その前に、今更だが立ちっぱなしの彼女に椅子を差し出そうか。
「悠薇どののご趣味はなんですか?」
■伊都波 悠薇 >
「『抗議』……」
自分本位と言われると、その言葉と、もうひとつが頭に浮かんだ。
『殺戮』
もうひとつは、口にしなかった。
「え、あ、私、ですか」
席をすすめられると、失礼しますと、カチコチになりながら座り。
「私は、馬、と、本、ですかね」
当たり障りないものを口にした。
■桜 緋彩 >
確かに、ともすれば殺戮に走りかねないものだろう。
そもそも剣術と言うのは人を殺すための技術なのだから。
けれど同時に、人を殺さないための剣術でもある。
剣の道に生きている限り、そちらに流れることは、恐らくない。
「馬?
と言うと、乗る方ですか?
それとも買う方?」
馬を擬人化したプリティでダービーな育成ゲームがかつてあった、と言う様な事を聞いた気がする。
この時代にもあるのかはわからない。
■伊都波 悠薇 >
「乗るのは、滅相もなく。見るのが、好きです」
動物園、みたいな、と口にして。
「馬のフォルムと、凛々しさが好きでして」
鑑賞するのが、と続けた。
「歴史の松風、とかが、こう、主人には甘えてるのとか、可愛くないですか」
■桜 緋彩 >
「松風……ええと、確か。
戦国大名?の、――馬、でしたっけ……?」
思い出そうとしたけど思い出せなかった。
誰だったっけ。
「馬は頭が良いと言うのはよく聞きますね。
気性は個体差があるとは言え、大人しい子は本当に大人しいとか」
競走馬にも結構な割合で甘えんぼうの馬がいると聞いたことがある。
「見た目も、まさに走るために生まれてきたような、と言う印象は確かに受けます」
■伊都波 悠薇 >
がーんと、ショックを受けた顔をした。
これがジェネレーションギャップなのか。
「せ、赤兎馬は、ご存知ですか?」
ぷるぷる。
震えている。
「はい、そんな感じ、です。ギャップが、良くてですね」
■桜 緋彩 >
「あぁ、赤兎馬は流石に。
呂布の馬――でした、よね……?」
右手の人差し指を立てて自信満々に答えたが、直後に自信がなくなる。
立てた人差し指がへにょりと曲がった。
「ギャップ、確かにわかります。
競馬など見ていると、人懐こい馬が気迫むき出しの顔で走っているのですものね」
流石に馬券などは買っていないが、たまに電気屋とかで競馬中継が流れているのを見たことがある。

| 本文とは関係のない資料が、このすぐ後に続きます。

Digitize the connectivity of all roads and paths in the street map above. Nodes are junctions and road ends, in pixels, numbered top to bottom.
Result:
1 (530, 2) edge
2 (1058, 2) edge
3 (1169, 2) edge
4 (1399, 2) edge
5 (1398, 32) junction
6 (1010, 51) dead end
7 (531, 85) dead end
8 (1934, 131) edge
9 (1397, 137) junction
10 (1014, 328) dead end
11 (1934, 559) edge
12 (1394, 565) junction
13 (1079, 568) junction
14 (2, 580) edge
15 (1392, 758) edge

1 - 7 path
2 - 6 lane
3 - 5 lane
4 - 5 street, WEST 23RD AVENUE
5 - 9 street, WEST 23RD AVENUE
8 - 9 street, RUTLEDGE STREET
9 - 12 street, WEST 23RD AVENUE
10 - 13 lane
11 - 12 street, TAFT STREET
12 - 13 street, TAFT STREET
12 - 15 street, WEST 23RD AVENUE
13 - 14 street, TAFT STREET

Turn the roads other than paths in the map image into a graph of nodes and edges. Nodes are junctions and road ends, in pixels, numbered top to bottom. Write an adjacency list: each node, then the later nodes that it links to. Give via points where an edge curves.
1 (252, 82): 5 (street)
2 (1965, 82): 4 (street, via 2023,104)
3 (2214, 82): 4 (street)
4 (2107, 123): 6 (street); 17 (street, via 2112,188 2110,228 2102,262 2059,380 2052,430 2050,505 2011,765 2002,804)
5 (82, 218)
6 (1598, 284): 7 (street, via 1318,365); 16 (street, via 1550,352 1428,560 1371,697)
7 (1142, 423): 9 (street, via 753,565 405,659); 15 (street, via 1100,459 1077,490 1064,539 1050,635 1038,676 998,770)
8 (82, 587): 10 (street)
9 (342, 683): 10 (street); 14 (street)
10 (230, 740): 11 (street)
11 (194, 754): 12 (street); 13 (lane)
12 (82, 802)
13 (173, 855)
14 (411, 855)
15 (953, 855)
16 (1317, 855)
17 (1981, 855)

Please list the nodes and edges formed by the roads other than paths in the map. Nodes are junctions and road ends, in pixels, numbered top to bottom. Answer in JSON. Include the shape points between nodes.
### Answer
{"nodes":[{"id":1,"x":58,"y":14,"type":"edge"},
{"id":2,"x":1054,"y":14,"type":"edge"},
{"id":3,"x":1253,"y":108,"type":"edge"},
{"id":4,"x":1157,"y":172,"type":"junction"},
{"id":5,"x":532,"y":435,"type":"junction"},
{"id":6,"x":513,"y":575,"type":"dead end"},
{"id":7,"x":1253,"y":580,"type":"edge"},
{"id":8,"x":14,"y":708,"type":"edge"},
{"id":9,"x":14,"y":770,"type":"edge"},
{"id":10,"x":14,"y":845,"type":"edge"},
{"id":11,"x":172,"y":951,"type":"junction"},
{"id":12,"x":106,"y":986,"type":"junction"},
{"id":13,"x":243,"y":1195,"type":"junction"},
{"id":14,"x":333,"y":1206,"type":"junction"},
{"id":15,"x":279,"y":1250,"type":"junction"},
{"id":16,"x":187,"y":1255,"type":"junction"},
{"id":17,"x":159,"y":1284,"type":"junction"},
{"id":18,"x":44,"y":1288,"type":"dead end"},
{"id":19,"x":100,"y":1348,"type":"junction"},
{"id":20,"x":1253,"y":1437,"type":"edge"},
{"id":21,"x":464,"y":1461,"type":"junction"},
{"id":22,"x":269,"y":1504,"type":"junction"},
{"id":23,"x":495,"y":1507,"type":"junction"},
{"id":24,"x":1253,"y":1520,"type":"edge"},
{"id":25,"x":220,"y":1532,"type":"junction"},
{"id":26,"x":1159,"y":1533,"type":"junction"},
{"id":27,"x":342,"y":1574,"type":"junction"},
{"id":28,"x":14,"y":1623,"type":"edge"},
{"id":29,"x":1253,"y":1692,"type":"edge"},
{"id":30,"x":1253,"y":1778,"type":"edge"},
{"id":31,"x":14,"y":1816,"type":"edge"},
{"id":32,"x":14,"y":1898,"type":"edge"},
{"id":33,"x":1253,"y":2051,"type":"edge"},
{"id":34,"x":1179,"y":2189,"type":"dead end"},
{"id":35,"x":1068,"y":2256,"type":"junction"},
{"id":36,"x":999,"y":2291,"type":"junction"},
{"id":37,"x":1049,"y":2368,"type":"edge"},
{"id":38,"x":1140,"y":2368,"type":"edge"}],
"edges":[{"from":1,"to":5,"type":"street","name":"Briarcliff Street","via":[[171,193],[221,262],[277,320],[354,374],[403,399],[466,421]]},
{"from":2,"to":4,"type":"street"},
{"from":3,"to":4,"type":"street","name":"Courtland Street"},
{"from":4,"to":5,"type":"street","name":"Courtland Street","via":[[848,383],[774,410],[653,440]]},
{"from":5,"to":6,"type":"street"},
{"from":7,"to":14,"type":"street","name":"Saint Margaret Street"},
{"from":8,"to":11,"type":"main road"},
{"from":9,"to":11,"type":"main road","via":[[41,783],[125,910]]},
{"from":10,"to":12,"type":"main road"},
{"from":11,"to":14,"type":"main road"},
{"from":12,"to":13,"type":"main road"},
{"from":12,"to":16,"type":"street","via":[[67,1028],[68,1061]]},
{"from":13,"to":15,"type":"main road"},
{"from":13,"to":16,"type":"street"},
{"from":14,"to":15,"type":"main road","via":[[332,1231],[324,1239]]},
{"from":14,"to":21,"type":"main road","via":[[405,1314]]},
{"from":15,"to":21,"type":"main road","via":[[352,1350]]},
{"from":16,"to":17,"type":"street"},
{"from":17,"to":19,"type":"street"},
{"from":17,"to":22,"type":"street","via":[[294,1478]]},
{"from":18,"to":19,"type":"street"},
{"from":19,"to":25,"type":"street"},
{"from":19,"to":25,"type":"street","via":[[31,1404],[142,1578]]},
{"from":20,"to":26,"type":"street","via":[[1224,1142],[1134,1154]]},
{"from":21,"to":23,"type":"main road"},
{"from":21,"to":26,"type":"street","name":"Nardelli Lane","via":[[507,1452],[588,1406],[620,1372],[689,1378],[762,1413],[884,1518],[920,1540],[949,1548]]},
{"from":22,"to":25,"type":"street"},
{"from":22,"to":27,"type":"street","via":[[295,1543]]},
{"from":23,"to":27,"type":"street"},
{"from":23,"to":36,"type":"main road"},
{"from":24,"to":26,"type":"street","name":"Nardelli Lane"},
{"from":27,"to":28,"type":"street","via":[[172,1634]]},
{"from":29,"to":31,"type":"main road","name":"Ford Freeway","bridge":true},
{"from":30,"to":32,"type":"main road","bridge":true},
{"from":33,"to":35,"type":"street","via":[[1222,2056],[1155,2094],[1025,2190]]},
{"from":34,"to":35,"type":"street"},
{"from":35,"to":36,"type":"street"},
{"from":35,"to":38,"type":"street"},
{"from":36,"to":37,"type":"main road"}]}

牧場とかで見る馬と、レースを走っている馬が同じ生き物とは思えない。
■伊都波 悠薇 >
「そうです!」
よかったぁと、気合いのある返事をして。
図書室なのを思い出し、口を抑えた。
「はい、そうなんです。そうなんですぅ」
こくこくと頷く。
のめり込み用から本当に好きなんだということが察せられた。
■桜 緋彩 >
嬉しそうに笑う彼女。
それを見て目を細める。
「本当に好きなんですね」
彼女の様子からそれが伝わってくる。
馬、好きなんだなぁ。
「――そう言えば、産業区で乗馬体験のようなことはやっていないのでしょうか。
出来るのなら、一度経験しておいてもいいのでは、と思いますが」
馬には乗ったことが無いと言っていたが、体験出来るのならしても損はないのではないだろうか。
そうすればより深く馬のことを知れると思う。